This is the eighth in an eight-part series reviewing the 2016 Vikings and looking ahead by position. Previously: OL / RB, TE / WR / QB/ DL/ LB / DB

Special teams didn’t escape the highs and lows of a .500 season, contributing directly to both wins and losses between Blair Walsh misses, fumbles and coverage busts to return touchdowns from Marcus Sherels and Cordarrelle Patterson in the sixth Vikings season for special teams coordinator Mike Priefer.

The league’s best kick return team (27.3 yards per), featuring Patterson as an All-Pro selection, contrasted with the second-worst kickoff coverage (25.8 yards per). Punter Jeff Locke’s inconsistent season hit bottom against Dallas, when fill-in punt returner Adam Thielen also fumbled to set up a Cowboys touchdown. And the Vikings surrendered the first kickoff return for a touchdown in three years during Josh Huff’s 98-yard score in Philadelphia.

Patterson and Sherels comprised the league’s best return duo, ranking first and second, respectively, in average yardage. Punt coverage was also a bright spot, ranking eighth by allowing only eight yards per return. After doing so last year, the Vikings again sat atop the league with three kick/punt returns for touchdowns, tying the Chiefs.

The only blocked kick came in Jacksonville, when Linval Joseph got a piece of a desperation 61-yard field goal attempt in the closing minute. Then Joseph made an ill-thought-out leap over the Colts long snapper the following week to set up a touchdown. Opponents got a hand on three Vikings kicks: a field goal from Walsh, an extra point attempt by Kai Forbath and a partially blocked punt.

Options are open after the Vikings signed a kicker and punter to start the offseason while Locke and Patterson are pending free agents.


Under contract in 2017: K Kai Forbath, LS Kevin McDermott, K Marshall Koehn, P Taylor Symmank

Pending free agents: P Jeff Locke

Grades are based on a 1-5 scale, with ’5′ marking an excellent season, ’4′ for above-average, ’3′ for average, ’2′ for below-average and ’1′ for failure to perform. Players who did not accrue a season (weren’t on the active roster for at least six weeks) or played in three games or fewer are not graded. Based on game and practice observations, weekly film reviews and interviews. 

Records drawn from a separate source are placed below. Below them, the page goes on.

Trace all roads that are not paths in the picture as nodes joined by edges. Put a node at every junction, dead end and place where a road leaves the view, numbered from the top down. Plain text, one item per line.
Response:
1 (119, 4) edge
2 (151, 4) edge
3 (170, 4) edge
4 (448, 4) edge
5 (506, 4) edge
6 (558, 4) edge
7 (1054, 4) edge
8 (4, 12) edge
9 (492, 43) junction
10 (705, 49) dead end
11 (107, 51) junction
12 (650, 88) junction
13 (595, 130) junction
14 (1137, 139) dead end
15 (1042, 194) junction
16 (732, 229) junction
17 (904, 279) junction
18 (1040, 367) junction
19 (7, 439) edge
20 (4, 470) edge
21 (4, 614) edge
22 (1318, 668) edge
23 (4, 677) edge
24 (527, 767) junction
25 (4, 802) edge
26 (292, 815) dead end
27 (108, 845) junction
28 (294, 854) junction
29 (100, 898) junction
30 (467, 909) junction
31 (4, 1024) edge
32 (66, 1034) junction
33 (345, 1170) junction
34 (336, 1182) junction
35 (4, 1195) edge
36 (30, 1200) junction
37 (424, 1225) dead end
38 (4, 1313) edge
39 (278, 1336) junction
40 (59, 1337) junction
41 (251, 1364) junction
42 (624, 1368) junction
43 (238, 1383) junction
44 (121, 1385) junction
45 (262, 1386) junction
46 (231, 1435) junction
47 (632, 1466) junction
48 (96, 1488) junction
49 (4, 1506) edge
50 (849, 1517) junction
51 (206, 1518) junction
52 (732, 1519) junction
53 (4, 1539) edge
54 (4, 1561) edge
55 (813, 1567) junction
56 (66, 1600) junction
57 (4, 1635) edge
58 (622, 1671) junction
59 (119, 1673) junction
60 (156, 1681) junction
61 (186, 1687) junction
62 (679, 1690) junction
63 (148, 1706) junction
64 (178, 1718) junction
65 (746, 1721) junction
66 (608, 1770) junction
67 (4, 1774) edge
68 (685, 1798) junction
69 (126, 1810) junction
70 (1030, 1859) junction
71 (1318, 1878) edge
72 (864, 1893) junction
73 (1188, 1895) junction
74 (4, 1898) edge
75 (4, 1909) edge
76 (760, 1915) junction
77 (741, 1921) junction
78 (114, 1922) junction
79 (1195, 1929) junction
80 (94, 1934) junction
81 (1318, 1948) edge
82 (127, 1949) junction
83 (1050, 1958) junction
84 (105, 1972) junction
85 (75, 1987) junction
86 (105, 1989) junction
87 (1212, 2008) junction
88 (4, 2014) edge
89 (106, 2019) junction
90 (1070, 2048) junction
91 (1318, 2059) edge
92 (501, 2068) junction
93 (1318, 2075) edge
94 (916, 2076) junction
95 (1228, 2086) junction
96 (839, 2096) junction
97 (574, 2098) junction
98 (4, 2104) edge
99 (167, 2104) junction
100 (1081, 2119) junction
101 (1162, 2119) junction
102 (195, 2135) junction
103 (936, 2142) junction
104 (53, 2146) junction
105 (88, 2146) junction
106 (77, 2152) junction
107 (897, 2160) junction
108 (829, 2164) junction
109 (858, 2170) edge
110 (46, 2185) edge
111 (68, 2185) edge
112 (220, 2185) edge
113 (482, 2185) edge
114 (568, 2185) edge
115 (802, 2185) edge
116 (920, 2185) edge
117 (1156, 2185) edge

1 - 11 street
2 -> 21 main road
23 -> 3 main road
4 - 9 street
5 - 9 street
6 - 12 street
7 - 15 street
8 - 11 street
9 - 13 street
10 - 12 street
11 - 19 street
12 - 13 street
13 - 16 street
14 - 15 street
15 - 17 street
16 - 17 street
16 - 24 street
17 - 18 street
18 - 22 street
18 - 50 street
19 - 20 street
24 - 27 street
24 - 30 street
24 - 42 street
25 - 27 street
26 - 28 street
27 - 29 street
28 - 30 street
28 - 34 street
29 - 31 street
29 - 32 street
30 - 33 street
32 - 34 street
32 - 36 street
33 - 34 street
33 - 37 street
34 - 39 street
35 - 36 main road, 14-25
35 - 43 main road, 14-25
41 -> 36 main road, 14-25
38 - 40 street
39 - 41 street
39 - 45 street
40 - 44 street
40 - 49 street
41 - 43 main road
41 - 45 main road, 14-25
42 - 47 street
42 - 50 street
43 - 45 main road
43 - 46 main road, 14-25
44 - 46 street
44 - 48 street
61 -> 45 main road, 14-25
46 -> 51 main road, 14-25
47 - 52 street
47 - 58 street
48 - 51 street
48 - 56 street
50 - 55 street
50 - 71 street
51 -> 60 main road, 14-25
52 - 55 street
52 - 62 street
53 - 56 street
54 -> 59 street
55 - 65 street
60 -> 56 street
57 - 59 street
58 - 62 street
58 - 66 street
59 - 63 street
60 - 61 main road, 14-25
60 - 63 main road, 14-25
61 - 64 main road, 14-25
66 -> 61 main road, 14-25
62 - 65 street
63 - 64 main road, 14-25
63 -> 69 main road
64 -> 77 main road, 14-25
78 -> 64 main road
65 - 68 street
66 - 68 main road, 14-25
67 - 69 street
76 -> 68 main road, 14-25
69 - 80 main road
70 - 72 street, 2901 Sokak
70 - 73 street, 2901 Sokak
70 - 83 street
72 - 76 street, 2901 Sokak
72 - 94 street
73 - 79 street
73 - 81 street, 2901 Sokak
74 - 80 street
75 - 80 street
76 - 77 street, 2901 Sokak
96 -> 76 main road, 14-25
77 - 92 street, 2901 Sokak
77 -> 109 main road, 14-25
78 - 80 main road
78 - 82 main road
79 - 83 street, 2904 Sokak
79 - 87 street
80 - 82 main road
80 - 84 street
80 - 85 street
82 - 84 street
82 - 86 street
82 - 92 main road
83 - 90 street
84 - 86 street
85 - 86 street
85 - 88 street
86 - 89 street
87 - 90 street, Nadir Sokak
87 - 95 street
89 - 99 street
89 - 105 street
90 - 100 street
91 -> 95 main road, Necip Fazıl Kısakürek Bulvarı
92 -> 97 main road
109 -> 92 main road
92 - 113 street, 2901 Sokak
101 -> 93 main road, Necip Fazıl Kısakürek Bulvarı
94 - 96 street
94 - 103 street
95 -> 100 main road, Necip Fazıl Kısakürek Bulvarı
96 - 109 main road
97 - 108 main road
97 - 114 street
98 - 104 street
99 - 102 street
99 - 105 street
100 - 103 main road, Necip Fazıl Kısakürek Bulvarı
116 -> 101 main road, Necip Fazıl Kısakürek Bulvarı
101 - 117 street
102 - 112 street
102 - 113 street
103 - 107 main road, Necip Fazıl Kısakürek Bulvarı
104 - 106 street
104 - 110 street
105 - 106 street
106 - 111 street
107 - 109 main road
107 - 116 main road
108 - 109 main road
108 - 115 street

Kai Forbath (3.5): Replaced Walsh in Week 11. Spent training camp in New Orleans, where he lost a competition to Wil Lutz. Knew McDermott and Locke through UCLA and workouts. Perfect on field goal attempts (15 of 15), including a long of 51 yards against the Colts — his only attempt beyond 50 yards for the Vikings. Missed a career-low three extra points (11 of 14), including one blocked, a year after he converted 33 of 34 for the Saints. Played two outdoor games, in Jacksonville and Green Bay, and converted 6 of 6 field goal attempts while missing 2 of 4 extra points. The Vikings’ kickoff coverage improved slightly under Forbath with an average return of 25.4 yards, down from 26.1 yards with Walsh. Opponents’ average start off kickoffs (24.6-yard line) ranked 13th in the league, per Football Outsiders. Under contract and expected to compete for the starting job this summer. Turns 30 in September.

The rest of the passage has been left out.